AIM OF THE TASK – Up to and including the line containing "c.lineWidth = width;", set down each line of the entries below exactly, starting from the first, and leave out the rest.

Source records:
══════════
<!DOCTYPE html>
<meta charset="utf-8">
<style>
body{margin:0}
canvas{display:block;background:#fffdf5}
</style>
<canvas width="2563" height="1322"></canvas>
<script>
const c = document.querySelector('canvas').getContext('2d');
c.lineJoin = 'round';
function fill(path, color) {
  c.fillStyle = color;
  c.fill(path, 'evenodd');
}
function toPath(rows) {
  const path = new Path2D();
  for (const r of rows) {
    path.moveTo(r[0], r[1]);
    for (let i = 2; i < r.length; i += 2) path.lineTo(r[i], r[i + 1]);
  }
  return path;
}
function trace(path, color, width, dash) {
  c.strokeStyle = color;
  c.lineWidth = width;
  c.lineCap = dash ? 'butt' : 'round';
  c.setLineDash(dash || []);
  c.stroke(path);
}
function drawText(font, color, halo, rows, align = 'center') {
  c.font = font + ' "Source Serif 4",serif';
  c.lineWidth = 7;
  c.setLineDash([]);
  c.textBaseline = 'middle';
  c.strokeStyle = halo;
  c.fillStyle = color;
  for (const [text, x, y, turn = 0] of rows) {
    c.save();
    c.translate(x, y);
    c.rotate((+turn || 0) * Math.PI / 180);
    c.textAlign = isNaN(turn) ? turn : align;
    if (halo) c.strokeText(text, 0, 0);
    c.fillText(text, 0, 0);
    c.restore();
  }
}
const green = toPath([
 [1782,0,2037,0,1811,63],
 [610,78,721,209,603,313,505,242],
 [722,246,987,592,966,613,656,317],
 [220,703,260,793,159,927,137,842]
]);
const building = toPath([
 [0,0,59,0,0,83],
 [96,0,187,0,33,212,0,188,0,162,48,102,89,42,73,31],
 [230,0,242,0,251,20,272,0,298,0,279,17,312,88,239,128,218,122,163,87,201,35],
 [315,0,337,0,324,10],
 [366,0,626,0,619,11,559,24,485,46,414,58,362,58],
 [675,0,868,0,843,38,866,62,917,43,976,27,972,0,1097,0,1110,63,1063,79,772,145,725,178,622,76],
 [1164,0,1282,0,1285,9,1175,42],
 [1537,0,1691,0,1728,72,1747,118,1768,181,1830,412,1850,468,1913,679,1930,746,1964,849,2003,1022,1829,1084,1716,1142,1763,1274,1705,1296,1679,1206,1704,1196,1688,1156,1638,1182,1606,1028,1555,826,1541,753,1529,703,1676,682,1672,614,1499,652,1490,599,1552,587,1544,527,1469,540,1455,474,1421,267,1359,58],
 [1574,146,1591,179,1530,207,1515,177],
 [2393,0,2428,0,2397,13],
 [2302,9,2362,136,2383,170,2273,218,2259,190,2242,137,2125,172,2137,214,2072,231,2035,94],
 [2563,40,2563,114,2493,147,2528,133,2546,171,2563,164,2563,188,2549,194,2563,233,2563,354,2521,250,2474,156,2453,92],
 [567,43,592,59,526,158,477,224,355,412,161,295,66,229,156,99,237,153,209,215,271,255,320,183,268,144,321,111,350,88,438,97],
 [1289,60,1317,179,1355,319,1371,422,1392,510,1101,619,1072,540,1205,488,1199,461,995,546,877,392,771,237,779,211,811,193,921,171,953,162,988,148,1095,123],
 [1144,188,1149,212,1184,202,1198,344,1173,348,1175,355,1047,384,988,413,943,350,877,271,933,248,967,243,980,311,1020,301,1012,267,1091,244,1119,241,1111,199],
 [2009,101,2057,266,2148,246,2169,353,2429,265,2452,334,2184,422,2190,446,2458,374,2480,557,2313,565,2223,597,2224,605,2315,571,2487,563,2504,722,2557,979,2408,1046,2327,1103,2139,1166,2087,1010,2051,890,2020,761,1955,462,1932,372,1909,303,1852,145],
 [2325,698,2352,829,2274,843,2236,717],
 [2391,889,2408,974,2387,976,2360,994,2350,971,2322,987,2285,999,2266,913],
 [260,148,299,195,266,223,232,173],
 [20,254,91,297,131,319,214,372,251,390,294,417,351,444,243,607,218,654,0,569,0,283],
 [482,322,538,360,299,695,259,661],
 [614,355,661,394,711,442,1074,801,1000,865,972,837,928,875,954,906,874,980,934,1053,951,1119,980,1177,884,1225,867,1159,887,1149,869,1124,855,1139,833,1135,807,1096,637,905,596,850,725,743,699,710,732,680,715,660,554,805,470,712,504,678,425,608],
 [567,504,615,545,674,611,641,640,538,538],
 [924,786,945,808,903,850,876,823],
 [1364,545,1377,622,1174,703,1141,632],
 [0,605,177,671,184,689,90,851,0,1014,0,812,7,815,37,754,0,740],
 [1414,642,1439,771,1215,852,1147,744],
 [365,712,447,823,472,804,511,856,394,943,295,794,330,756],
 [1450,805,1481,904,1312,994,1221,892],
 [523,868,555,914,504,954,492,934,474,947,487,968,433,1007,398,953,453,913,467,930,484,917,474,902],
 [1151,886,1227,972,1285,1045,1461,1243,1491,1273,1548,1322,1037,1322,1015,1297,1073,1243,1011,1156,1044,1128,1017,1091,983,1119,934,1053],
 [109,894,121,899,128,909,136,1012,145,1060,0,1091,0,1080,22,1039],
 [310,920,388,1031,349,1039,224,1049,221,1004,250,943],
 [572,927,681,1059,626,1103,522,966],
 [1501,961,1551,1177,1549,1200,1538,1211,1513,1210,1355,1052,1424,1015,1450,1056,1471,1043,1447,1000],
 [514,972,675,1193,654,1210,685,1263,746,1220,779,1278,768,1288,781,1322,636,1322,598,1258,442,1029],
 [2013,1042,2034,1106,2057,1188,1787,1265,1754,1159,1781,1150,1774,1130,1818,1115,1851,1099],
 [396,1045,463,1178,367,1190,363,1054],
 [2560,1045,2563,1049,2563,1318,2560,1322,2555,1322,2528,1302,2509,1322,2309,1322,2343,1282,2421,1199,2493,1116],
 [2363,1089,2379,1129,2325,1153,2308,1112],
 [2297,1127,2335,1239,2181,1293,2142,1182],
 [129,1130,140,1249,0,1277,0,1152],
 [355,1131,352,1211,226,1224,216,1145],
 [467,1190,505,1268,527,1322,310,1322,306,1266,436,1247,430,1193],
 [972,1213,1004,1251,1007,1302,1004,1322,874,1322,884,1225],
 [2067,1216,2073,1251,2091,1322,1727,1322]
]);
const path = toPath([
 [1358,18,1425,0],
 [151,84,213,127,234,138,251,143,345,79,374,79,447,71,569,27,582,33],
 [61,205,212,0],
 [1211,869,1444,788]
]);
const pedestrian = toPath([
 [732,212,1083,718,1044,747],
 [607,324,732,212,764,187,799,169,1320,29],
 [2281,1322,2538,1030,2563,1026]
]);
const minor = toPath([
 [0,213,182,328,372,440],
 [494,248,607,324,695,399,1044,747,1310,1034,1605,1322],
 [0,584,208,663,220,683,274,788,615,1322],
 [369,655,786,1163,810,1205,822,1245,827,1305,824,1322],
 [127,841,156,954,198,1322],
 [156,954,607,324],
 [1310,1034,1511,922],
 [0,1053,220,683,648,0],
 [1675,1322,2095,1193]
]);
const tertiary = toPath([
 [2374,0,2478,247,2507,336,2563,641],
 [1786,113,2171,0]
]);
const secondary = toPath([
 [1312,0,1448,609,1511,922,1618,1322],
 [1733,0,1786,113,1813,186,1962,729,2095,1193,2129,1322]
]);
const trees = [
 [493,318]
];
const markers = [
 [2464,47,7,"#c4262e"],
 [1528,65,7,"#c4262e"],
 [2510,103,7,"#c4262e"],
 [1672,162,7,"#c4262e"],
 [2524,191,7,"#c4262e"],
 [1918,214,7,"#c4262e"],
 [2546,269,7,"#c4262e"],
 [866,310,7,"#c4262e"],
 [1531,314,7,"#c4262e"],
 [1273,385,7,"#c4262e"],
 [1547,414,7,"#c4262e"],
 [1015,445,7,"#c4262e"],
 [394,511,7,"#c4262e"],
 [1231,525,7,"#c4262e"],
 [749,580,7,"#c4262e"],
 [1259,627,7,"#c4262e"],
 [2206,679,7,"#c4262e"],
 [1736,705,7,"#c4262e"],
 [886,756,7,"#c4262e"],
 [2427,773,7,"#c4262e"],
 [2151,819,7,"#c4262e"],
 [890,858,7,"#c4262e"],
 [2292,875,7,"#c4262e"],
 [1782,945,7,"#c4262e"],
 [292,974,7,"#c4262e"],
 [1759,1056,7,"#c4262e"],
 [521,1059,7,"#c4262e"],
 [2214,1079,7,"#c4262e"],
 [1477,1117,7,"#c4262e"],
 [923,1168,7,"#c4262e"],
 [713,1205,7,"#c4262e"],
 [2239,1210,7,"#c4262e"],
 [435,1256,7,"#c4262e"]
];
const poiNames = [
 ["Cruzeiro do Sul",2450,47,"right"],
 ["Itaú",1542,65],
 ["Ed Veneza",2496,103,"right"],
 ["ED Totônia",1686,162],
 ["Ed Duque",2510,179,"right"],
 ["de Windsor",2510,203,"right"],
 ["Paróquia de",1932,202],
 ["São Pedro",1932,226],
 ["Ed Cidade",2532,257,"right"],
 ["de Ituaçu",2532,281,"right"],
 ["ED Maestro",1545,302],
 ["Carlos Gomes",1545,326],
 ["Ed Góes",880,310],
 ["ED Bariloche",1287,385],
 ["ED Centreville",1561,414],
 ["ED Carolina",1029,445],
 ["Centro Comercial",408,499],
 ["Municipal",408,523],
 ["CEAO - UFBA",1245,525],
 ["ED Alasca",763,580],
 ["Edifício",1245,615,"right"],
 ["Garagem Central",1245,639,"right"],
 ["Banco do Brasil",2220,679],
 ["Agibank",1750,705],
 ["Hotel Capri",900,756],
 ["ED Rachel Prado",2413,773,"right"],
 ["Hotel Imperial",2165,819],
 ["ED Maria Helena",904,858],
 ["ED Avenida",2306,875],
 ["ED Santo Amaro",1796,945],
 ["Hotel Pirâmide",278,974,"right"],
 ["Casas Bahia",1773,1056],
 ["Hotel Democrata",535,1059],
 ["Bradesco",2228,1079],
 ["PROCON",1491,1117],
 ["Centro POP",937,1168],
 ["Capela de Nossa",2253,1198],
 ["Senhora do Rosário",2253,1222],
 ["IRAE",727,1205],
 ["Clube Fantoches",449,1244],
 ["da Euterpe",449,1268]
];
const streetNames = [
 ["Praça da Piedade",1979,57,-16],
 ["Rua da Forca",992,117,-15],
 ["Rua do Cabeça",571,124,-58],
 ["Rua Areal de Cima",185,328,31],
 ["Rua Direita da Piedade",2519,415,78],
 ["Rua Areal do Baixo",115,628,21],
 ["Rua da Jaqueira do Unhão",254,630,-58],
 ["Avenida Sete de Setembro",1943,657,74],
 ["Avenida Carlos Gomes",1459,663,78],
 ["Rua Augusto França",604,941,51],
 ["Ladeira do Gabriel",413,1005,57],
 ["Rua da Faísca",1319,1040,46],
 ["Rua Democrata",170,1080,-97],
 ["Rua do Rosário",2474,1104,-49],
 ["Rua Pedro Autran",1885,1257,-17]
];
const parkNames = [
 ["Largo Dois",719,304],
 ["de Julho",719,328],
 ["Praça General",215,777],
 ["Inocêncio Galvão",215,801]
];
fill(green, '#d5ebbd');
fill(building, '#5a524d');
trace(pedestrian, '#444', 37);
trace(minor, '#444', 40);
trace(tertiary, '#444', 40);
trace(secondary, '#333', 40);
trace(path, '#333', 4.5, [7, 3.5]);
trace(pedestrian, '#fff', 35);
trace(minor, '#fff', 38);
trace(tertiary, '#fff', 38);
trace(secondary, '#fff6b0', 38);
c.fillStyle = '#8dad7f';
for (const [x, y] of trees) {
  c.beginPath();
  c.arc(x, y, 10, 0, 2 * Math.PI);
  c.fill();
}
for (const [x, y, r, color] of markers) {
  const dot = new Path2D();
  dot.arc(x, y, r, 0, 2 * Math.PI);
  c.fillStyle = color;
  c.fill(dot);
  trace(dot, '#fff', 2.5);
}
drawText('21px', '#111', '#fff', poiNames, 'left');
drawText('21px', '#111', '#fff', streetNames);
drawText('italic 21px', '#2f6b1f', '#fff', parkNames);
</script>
══════════
OUTPUT OF THE EXERCISE –
<!DOCTYPE html>
<meta charset="utf-8">
<style>
body{margin:0}
canvas{display:block;background:#fffdf5}
</style>
<canvas width="2563" height="1322"></canvas>
<script>
const c = document.querySelector('canvas').getContext('2d');
c.lineJoin = 'round';
function fill(path, color) {
  c.fillStyle = color;
  c.fill(path, 'evenodd');
}
function toPath(rows) {
  const path = new Path2D();
  for (const r of rows) {
    path.moveTo(r[0], r[1]);
    for (let i = 2; i < r.length; i += 2) path.lineTo(r[i], r[i + 1]);
  }
  return path;
}
function trace(path, color, width, dash) {
  c.strokeStyle = color;
  c.lineWidth = width;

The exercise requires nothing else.